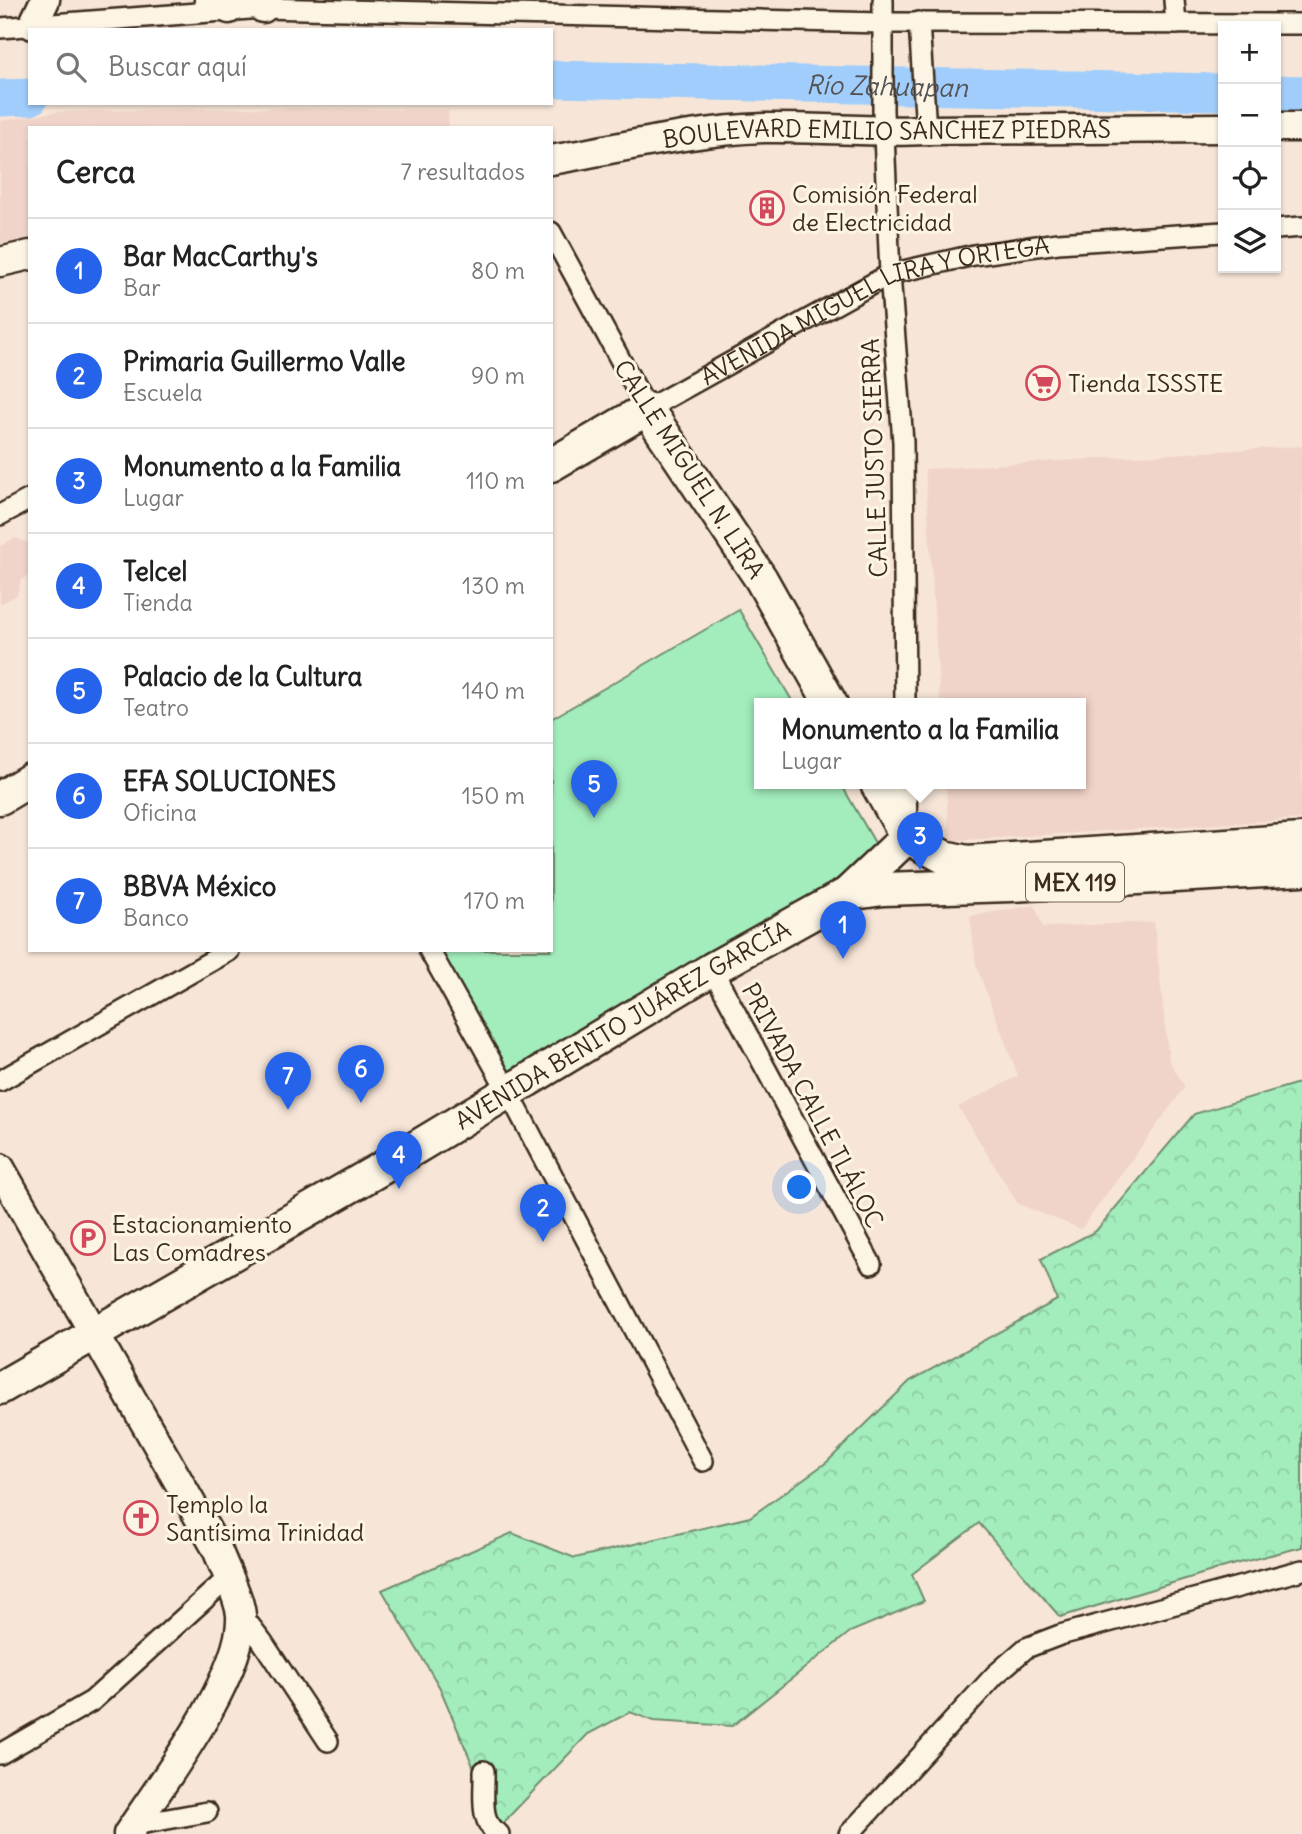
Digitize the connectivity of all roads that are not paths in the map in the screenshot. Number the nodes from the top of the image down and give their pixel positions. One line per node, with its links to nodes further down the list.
1 (45, 0): 10 (street)
2 (883, 0): 12 (street, CALLE JUSTO SIERRA)
3 (1174, 0): 8 (street)
4 (219, 4): 5 (street); 10 (street)
5 (262, 4): 6 (street)
6 (466, 7): 12 (street)
7 (919, 22): 8 (street); 12 (street); 13 (street)
8 (1176, 24): 9 (street)
9 (1302, 24)
10 (33, 25): 11 (street)
11 (0, 29)
12 (883, 33): 14 (street, CALLE JUSTO SIERRA)
13 (925, 118): 14 (street, BOULEVARD EMILIO SÁNCHEZ PIEDRAS); 17 (street, BOULEVARD EMILIO SÁNCHEZ PIEDRAS)
14 (884, 122): 18 (street, BOULEVARD EMILIO SÁNCHEZ PIEDRAS); 23 (street, CALLE JUSTO SIERRA)
15 (1281, 127): 16 (street)
16 (1302, 127)
17 (1218, 128)
18 (553, 160)
19 (1302, 227): 20 (street)
20 (1281, 229)
21 (1218, 232): 23 (street, AVENIDA MIGUEL LIRA Y ORTEGA)
22 (553, 236): 24 (street, CALLE MIGUEL N. LIRA)
23 (890, 274): 24 (street, AVENIDA MIGUEL LIRA Y ORTEGA); 29 (street, CALLE JUSTO SIERRA)
24 (647, 409): 25 (main road, AVENIDA MIGUEL LIRA Y ORTEGA); 28 (main road, CALLE MIGUEL N. LIRA)
25 (553, 464)
26 (28, 500): 27 (street)
27 (0, 515)
28 (828, 698)
29 (905, 698)
30 (28, 781): 33 (main road)
31 (880, 789): 34 (main road)
32 (906, 789): 34 (street)
33 (0, 798)
34 (907, 837): 35 (main road, MEX 119); 37 (main road, AVENIDA BENITO JUÁREZ GARCÍA / MEX 119)
35 (1302, 841)
36 (1302, 869): 37 (main road, MEX 119)
37 (847, 894): 40 (main road, AVENIDA BENITO JUÁREZ GARCÍA / MEX 119)
38 (227, 952): 41 (street)
39 (430, 952): 42 (street)
40 (712, 969): 42 (main road, AVENIDA BENITO JUÁREZ GARCÍA / MEX 119); 44 (street, PRIVADA CALLE TLÁLOC)
41 (0, 1081)
42 (509, 1093): 45 (main road, AVENIDA BENITO JUÁREZ GARCÍA / MEX 119); 47 (street)
43 (0, 1168): 45 (street)
44 (871, 1264)
45 (93, 1334): 46 (main road, AVENIDA BENITO JUÁREZ GARCÍA / MEX 119); 49 (street)
46 (0, 1388)
47 (703, 1461)
48 (1302, 1570): 57 (street)
49 (229, 1577): 50 (street); 52 (street)
50 (241, 1614): 51 (street); 55 (street)
51 (328, 1741)
52 (0, 1754)
53 (484, 1771): 56 (street)
54 (207, 1812): 55 (street)
55 (131, 1830)
56 (499, 1834)
57 (849, 1834)

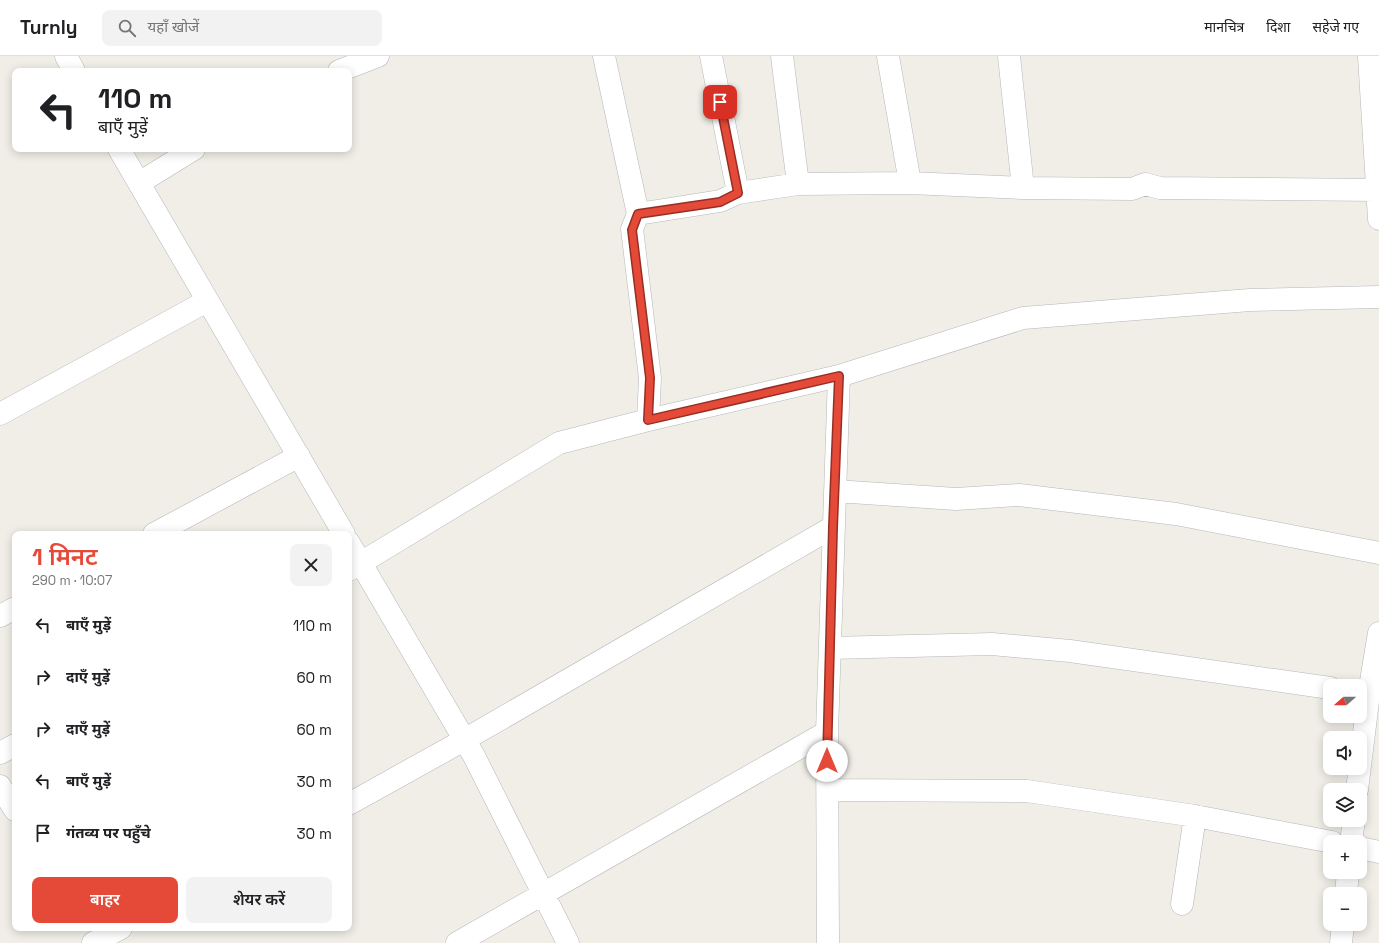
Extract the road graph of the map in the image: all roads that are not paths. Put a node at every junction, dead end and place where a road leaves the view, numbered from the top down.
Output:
1 (66, 56) edge
2 (378, 56) edge
3 (604, 56) edge
4 (711, 56) edge
5 (782, 56) edge
6 (888, 56) edge
7 (1009, 56) edge
8 (1369, 56) edge
9 (72, 68) edge
10 (347, 68) edge
11 (122, 152) edge
12 (189, 152) edge
13 (139, 183) junction
14 (910, 183) junction
15 (798, 184) junction
16 (1023, 188) junction
17 (1377, 190) junction
18 (738, 193) junction
19 (638, 214) junction
20 (1379, 219) edge
21 (1379, 296) edge
22 (208, 301) junction
23 (839, 376) junction
24 (0, 414) edge
25 (648, 420) junction
26 (299, 456) junction
27 (834, 491) junction
28 (833, 527) junction
29 (160, 531) edge
30 (342, 531) edge
31 (1379, 554) edge
32 (352, 555) edge
33 (355, 567) edge
34 (12, 610) edge
35 (0, 616) edge
36 (1379, 633) edge
37 (830, 648) junction
38 (1323, 687) edge
39 (1369, 694) edge
40 (827, 732) junction
41 (464, 740) junction
42 (12, 746) edge
43 (0, 752) edge
44 (1358, 783) edge
45 (0, 786) edge
46 (828, 790) junction
47 (352, 802) edge
48 (12, 805) edge
49 (1195, 816) junction
50 (1323, 840) edge
51 (1367, 849) edge
52 (1379, 852) edge
53 (543, 894) junction
54 (1182, 904) dead end
55 (85, 931) edge
56 (115, 931) edge
57 (1342, 931) edge
58 (92, 943) edge
59 (457, 943) edge
60 (568, 943) edge
61 (828, 943) edge
62 (1341, 943) edge

1 - 9 street
2 - 10 street
3 - 19 street
4 - 18 street
5 - 15 street
6 - 14 street
7 - 16 street
8 - 17 street
11 - 13 street
12 - 13 street
13 - 22 street
14 - 15 street
14 - 16 street
15 - 18 street
16 - 17 street
17 - 20 street
18 - 19 street
19 - 25 street
21 - 23 street
22 - 24 street
22 - 26 street
23 - 25 street
23 - 27 street
25 - 33 street
26 - 29 street
26 - 30 street
27 - 28 street
27 - 31 street
28 - 37 street
28 - 41 street
32 - 33 street
33 - 41 street
34 - 35 street
36 - 39 street
37 - 38 street
37 - 40 street
39 - 44 street
40 - 46 street
40 - 53 street
41 - 47 street
41 - 53 street
42 - 43 street
45 - 48 street
46 - 49 street
46 - 61 street
49 - 50 street
49 - 54 street
51 - 52 street
53 - 59 street
53 - 60 street
55 - 58 street
56 - 58 street
57 - 62 street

# WHAT YOU HAVE TO DO
Among the lines above, return those that contain the string "main".

# RESPONSE AREA
24 (647, 409): 25 (main road, AVENIDA MIGUEL LIRA Y ORTEGA); 28 (main road, CALLE MIGUEL N. LIRA)
30 (28, 781): 33 (main road)
31 (880, 789): 34 (main road)
34 (907, 837): 35 (main road, MEX 119); 37 (main road, AVENIDA BENITO JUÁREZ GARCÍA / MEX 119)
36 (1302, 869): 37 (main road, MEX 119)
37 (847, 894): 40 (main road, AVENIDA BENITO JUÁREZ GARCÍA / MEX 119)
40 (712, 969): 42 (main road, AVENIDA BENITO JUÁREZ GARCÍA / MEX 119); 44 (street, PRIVADA CALLE TLÁLOC)
42 (509, 1093): 45 (main road, AVENIDA BENITO JUÁREZ GARCÍA / MEX 119); 47 (street)
45 (93, 1334): 46 (main road, AVENIDA BENITO JUÁREZ GARCÍA / MEX 119); 49 (street)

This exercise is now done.